目を覚ますと、そこは見知らぬ森の中。頭上には二つの月が浮かび、周囲には見たこともない植物が生い茂っている。
「ここは...異世界?」
混乱する陽太の前に、突如として現れたのは、獣のような耳を持つ少女だった。
「あなた、人間ね。どうしてこんなところに?」
「いや、僕にも分からなくて...」
少女は首を傾げると、にっこりと笑った。
「面白い! 私はミア。あなたの名前は?」
「佐藤陽太です」
「ヨウタ...珍しい名前ね。ねえ、一緒に冒険しない?」
陽太が戸惑っていると、ミアは続けた。
「この世界には、魂を映し出す不思議な絵具があるの。それを使えば、きっとあなたの絵はもっと素晴らしいものになるわ」
陽太の目が輝いた。夢を叶える鍵が、この異世界にあるのかもしれない。
「行きます。僕も一緒に冒険させてください!」
こうして、画家を目指す少年の、異世界での冒険が幕を開けた。彼の前には、魔法使いの青年や戦士の大男など、個性豊かな仲間たちとの出会いが待っている。そして、この世界の危機に立ち向かいながら、陽太は自分の絵に魂を吹き込む方法を探していく——。
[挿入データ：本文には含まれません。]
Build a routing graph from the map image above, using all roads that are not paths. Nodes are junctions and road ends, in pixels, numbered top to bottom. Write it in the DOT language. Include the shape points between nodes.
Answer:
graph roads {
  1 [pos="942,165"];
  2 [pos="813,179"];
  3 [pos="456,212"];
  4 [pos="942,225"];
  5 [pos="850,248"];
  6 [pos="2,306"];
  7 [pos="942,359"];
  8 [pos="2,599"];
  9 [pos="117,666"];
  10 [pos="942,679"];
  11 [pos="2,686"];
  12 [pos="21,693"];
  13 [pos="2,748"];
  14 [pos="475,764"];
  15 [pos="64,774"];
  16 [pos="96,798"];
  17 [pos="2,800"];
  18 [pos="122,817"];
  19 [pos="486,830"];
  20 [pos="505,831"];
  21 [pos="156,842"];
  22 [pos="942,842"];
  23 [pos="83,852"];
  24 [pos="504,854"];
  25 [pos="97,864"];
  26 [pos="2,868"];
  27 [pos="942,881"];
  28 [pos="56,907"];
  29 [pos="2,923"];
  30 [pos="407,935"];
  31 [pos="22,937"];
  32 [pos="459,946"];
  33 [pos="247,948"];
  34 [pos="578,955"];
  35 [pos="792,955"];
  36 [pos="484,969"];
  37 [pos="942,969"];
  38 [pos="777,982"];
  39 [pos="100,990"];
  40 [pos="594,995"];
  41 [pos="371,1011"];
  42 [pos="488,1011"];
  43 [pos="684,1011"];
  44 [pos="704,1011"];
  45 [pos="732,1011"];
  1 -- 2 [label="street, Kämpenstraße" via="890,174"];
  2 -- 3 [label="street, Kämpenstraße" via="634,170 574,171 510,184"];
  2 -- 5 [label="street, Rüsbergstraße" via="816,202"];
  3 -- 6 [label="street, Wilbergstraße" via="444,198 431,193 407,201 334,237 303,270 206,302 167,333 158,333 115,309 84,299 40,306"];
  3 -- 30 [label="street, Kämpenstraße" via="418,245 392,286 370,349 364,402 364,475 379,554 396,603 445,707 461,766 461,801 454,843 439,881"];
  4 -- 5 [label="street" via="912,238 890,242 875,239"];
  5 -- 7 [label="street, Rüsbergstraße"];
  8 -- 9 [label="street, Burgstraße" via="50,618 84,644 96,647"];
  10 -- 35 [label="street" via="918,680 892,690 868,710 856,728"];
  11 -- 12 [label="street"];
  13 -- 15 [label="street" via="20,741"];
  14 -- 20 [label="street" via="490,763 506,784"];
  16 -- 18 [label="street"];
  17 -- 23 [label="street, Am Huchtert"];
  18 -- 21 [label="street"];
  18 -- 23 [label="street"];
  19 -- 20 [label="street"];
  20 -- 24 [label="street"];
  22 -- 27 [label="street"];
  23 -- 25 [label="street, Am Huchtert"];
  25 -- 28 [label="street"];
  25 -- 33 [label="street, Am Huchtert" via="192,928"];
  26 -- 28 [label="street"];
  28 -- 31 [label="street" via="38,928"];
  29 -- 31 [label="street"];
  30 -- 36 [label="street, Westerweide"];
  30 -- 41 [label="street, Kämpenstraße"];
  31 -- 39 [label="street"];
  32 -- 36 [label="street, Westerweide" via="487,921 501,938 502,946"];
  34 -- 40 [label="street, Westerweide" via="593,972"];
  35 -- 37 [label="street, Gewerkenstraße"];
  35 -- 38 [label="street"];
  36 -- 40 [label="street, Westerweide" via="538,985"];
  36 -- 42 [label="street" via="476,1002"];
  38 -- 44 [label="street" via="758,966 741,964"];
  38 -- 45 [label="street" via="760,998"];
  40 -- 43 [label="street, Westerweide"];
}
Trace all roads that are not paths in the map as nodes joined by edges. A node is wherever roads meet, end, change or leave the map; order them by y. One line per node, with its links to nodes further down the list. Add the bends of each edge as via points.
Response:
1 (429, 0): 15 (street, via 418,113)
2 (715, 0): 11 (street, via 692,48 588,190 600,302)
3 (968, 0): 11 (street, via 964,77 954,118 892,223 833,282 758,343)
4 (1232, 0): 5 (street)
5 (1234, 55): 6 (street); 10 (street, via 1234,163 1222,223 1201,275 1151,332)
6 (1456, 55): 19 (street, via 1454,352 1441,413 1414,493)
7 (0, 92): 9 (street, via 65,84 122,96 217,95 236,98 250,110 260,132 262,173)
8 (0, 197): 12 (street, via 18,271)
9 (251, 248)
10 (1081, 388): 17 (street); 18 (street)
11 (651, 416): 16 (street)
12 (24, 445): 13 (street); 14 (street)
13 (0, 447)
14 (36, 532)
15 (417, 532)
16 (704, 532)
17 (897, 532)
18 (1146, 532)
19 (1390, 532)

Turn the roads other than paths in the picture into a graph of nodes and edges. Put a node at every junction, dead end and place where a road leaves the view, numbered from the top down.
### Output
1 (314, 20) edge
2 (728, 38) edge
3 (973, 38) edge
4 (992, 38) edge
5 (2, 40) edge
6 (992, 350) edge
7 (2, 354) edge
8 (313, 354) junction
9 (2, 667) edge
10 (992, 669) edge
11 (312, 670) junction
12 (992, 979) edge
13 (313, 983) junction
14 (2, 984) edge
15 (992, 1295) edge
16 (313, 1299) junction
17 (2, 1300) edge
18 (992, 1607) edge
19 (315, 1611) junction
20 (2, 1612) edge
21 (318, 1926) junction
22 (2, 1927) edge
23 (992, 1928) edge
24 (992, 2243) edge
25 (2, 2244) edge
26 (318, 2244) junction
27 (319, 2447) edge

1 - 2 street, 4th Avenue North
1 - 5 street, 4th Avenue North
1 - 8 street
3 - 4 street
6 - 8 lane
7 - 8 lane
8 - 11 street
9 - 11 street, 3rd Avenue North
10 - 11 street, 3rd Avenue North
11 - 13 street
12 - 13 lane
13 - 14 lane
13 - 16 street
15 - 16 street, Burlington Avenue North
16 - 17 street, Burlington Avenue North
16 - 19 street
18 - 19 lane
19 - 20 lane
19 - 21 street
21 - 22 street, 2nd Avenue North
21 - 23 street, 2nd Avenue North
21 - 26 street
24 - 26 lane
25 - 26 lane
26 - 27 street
陽太とミアは森を抜け、小さな村へとたどり着いた。そこで彼らは、魔法使いの青年レオンと出会う。
「魂を映す絵具?ああ、伝説の"虹霊の雫"のことか」レオンは眉をひそめた。「だが、それを手に入れるのは容易じゃない。魔王の城に封印されているらしいからな」
「魔王...」陽太は呟いた。この世界にも、物語のような存在がいるのか。
そのとき、村を揺るがす轟音が響いた。
「モンスターの襲撃だ!」村人たちが叫ぶ。
巨大な岩のような生き物が、村を蹂躙していく。陽太は恐怖で体が竦んだが、ミアとレオンは躊躇なく戦いに飛び込んでいった。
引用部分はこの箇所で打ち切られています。